The accused serial killer Rex Heuermann is being sued along with his former wife and their daughter, by the son of one of his alleged victims.
Benjamin Torres, the son of Valerie Mack, one the victims charged in the case against Heuermann, claims his mother was “tortured ferociously, and her body dismembered”.
The wrongful death lawsuit, filed by attorney John Ray, said that at the time of his mother’s murder, Torres was six, and he has since been “deprived of his mother’s care, guidance, protection, nurture, society, and economic support”.
The legal action seeks “recovery for the wrongful torture and murder of Valerie Mack, for the terror, restraint, pain, mutilation, and dismemberment inflicted upon her before and after death, for the concealment and mutilation of her remains, and for the profound and prolonged harm thereby inflicted” upon her son.
Investigators believe Mack was murdered between 1 September and 19 November 2000. Heuermann was charged with her murder in December 2024, after he was arrested on a Manhattan street in July 2023.
Mack was a 24-year-old sex worker in the Philadelphia and Atlantic City areas at the time of her disappearance. Some of her remains were found in a wooded area near Manorville, Long Island, while others were discovered a decade later near Gilgo Beach, where Heuermann is accused of dumping the bodies of most of his alleged victims.
Mack’s identity was unknown for several years but prosecutors later said they linked Heuermann to Mack’s death through a mitochondrial DNA analysis of a hair found on Mack’s body, which the say matched the profiles of Heuermann’s wife and daughter, along with evidence found on Heuermann’s electronic devices.
The lawsuit targets money that may have been paid to Heuermann’s former wife and their daughter from a documentary they participated in – “monies they were given to exploit the slaughter of plaintiff and to publicly attenuate defendant Rex Heuermann’s atrociousness via media exploitation”.

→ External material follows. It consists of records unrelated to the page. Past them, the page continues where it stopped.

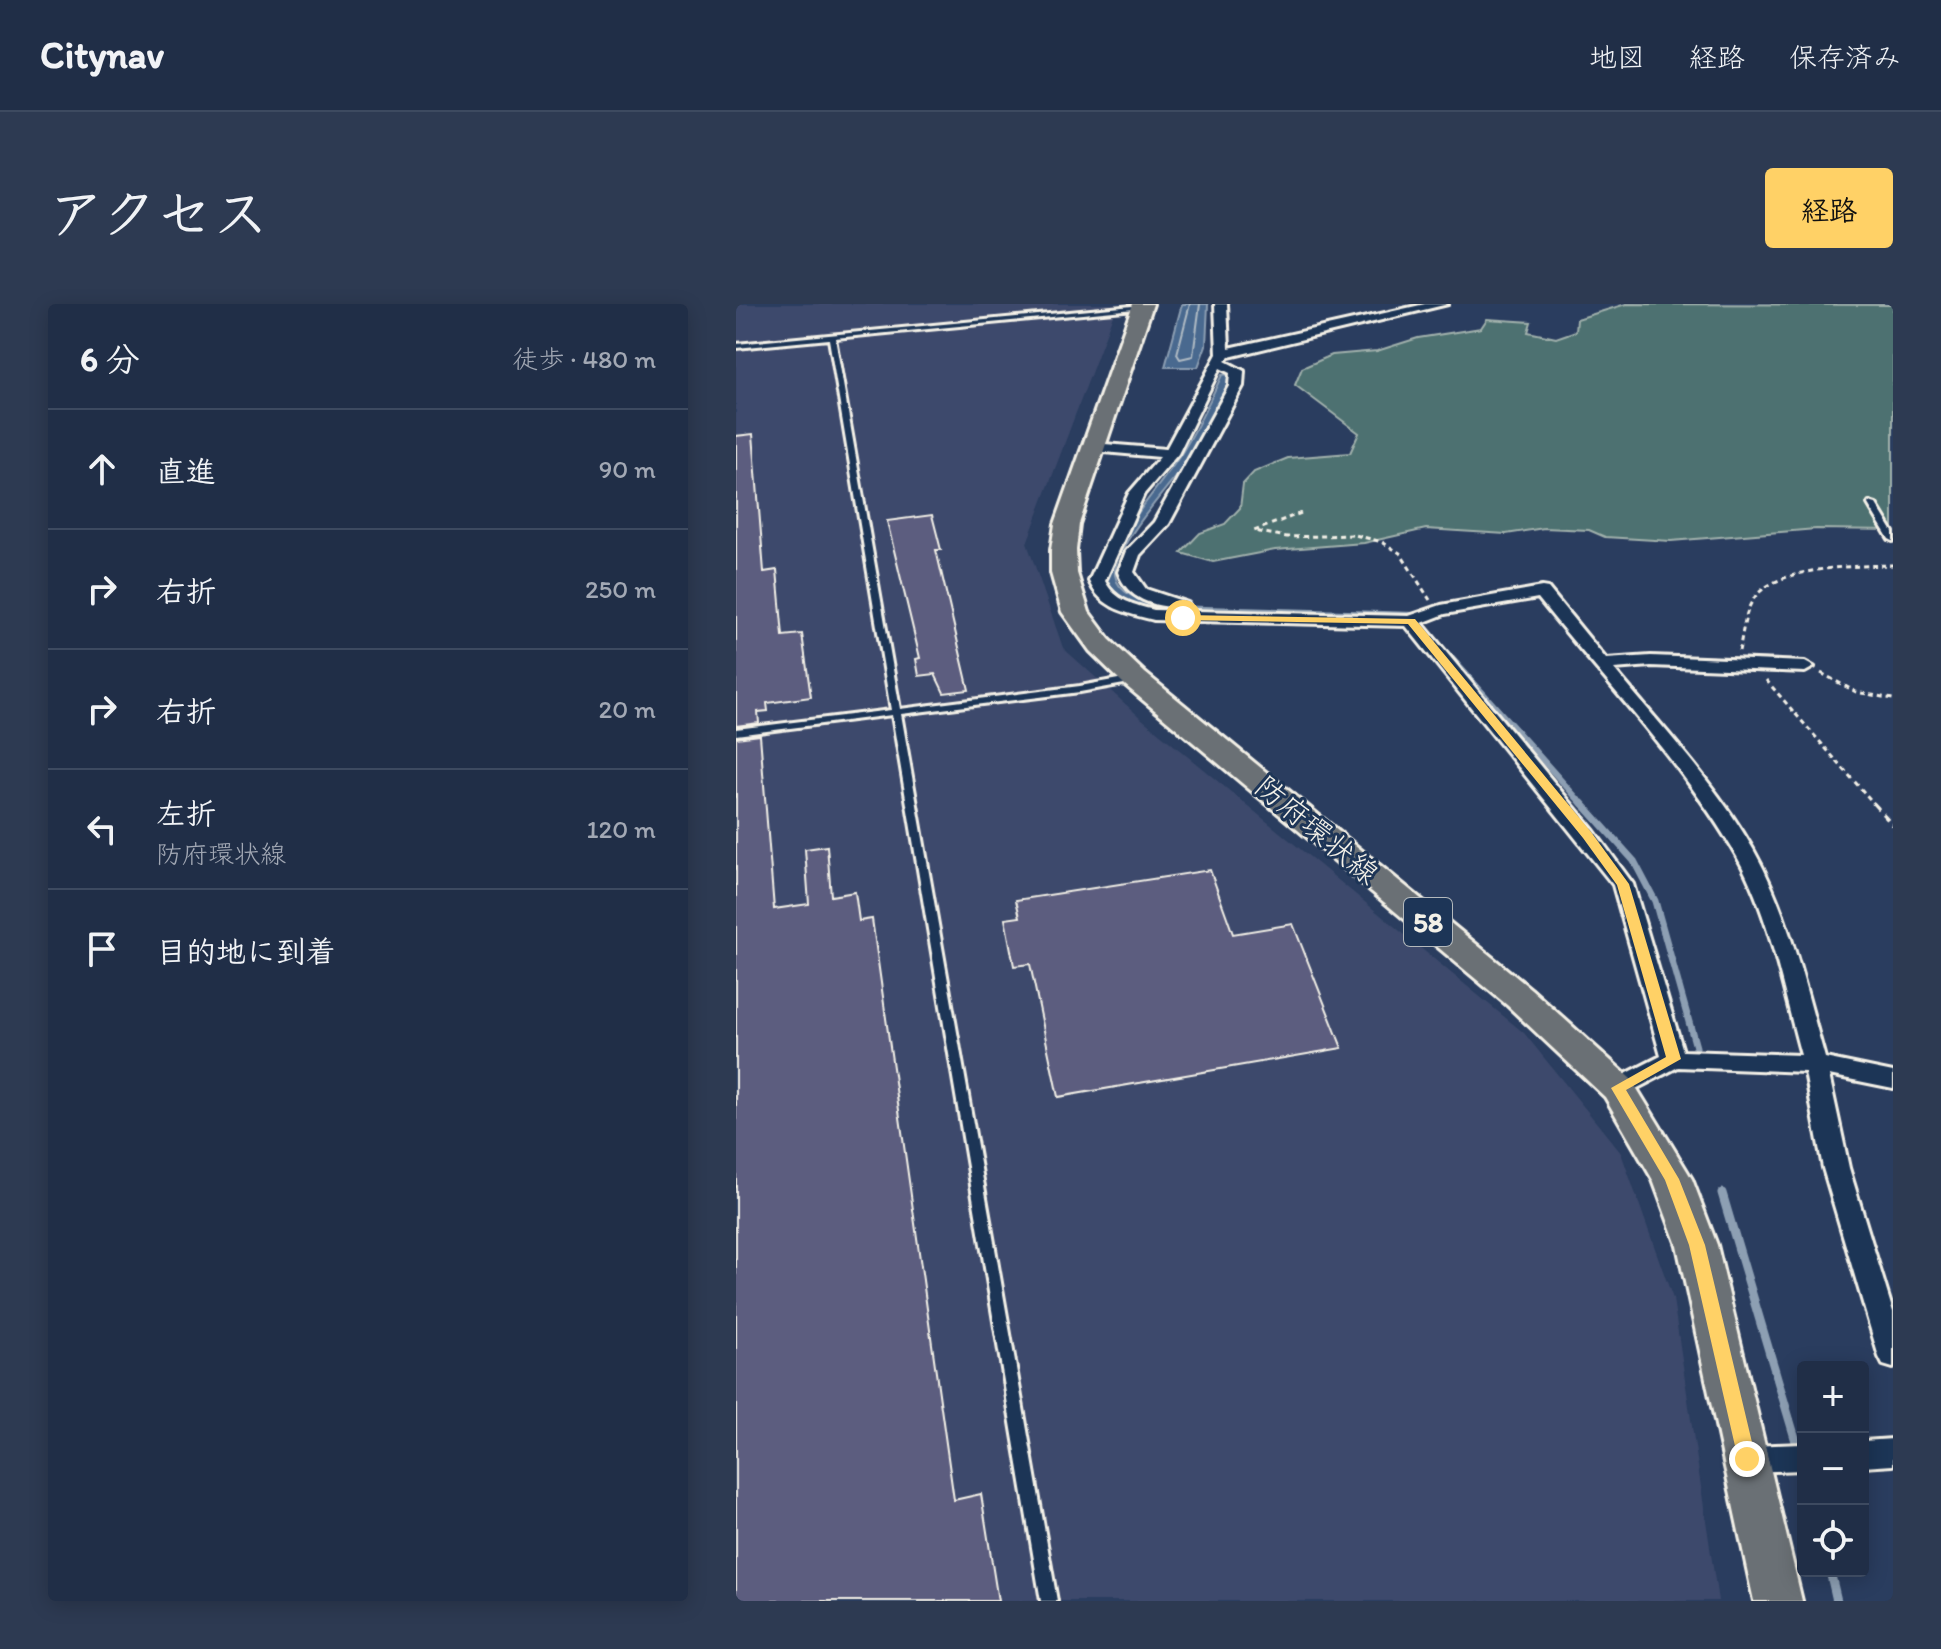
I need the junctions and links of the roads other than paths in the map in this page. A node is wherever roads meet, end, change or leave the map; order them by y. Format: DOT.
graph roads {
  1 [pos="1221,304"];
  2 [pos="1442,304"];
  3 [pos="1143,305"];
  4 [pos="832,337"];
  5 [pos="736,346"];
  6 [pos="1221,358"];
  7 [pos="1092,447"];
  8 [pos="1171,454"];
  9 [pos="1872,504"];
  10 [pos="1893,539"];
  11 [pos="1438,609"];
  12 [pos="1411,621"];
  13 [pos="1603,664"];
  14 [pos="1805,667"];
  15 [pos="1135,679"];
  16 [pos="896,710"];
  17 [pos="736,732"];
  18 [pos="1674,1059"];
  19 [pos="1815,1064"];
  20 [pos="1893,1080"];
  21 [pos="1618,1088"];
  22 [pos="1893,1357"];
  23 [pos="1893,1452"];
  24 [pos="1869,1454"];
  25 [pos="1797,1457"];
  26 [pos="1747,1459"];
  27 [pos="1049,1601"];
  28 [pos="1778,1601"];
  1 -- 6 [label="street"];
  2 -- 6 [label="street"];
  3 -- 4 [label="lane"];
  3 -- 7 [label="main road, 防府環状線 / 58"];
  4 -- 5 [label="lane"];
  4 -- 16 [label="lane"];
  6 -- 8 [label="street"];
  6 -- 11 [label="street"];
  7 -- 8 [label="street"];
  7 -- 15 [label="main road, 防府環状線 / 58"];
  8 -- 12 [label="street"];
  9 -- 10 [label="lane"];
  11 -- 12 [label="street"];
  11 -- 13 [label="street"];
  12 -- 18 [label="street"];
  13 -- 14 [label="street"];
  13 -- 19 [label="street"];
  15 -- 16 [label="lane"];
  15 -- 21 [label="main road, 防府環状線 / 58"];
  16 -- 17 [label="lane"];
  16 -- 27 [label="lane"];
  18 -- 19 [label="street"];
  18 -- 21 [label="street"];
  19 -- 20 [label="street"];
  19 -- 22 [label="street"];
  21 -- 26 [label="main road, 防府環状線 / 58"];
  23 -- 24 [label="street"];
  25 -- 26 [label="street"];
  26 -- 28 [label="main road, 防府環状線 / 58"];
}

It also claims that Asa Ellerup, Heuermann’s ex-wife, and Victoria Heuermann, his daughter, lived at the family’s Massapequa residence and “had regular access to the residence and its contents”. Prosecutors say the pair were out of town at the time the seven women were murdered.
Robert Macedonio, an attorney for Ellerup and Victoria Heuermann, told Patch the lawsuit was a “reckless attempt by John Ray to keep himself relevant in a case where his only client Shannan Gilbert had no involvement with the Gilgo Beach homicides.” Shannan Gilbert, 24, went missing in 2010 and her body was discovered months later. Heuermann has not been charged over her death.
Macedonio added that at the time of Mack’s killing, Victoria Heuermann was 13.
“What person in their right mind would think a 13-year-old would be involved with a homicide with a serial killer?” Macedonio said.
Heuermann has denied his involvement in deaths of Sandra Costilla, Jessica Taylor, Maureen Brainard-Barnes, Melissa Barthelemy, Megan Waterman, Amber Lynn Costello and Mack, in what prosecutors say was a 17-year crime spree.
Reports suggest, however, that Heuermann could on Wednesday change his plea to guilty in the seven charged murders and to the murder of an eighth woman, Karen Vergata, who disappeared in 1996.
Suffolk county prosecutor Ray Tierney has declined to comment on the negotiations to reach a plea deal.
“Nothing is done, and so we wait,” Tierney said during a public appearance last month. “It’s not my decision, and I’m not a party to that decision. There’s a presumption of innocence and a right to trial. And we respect those things and we’re just going to have to wait and see.”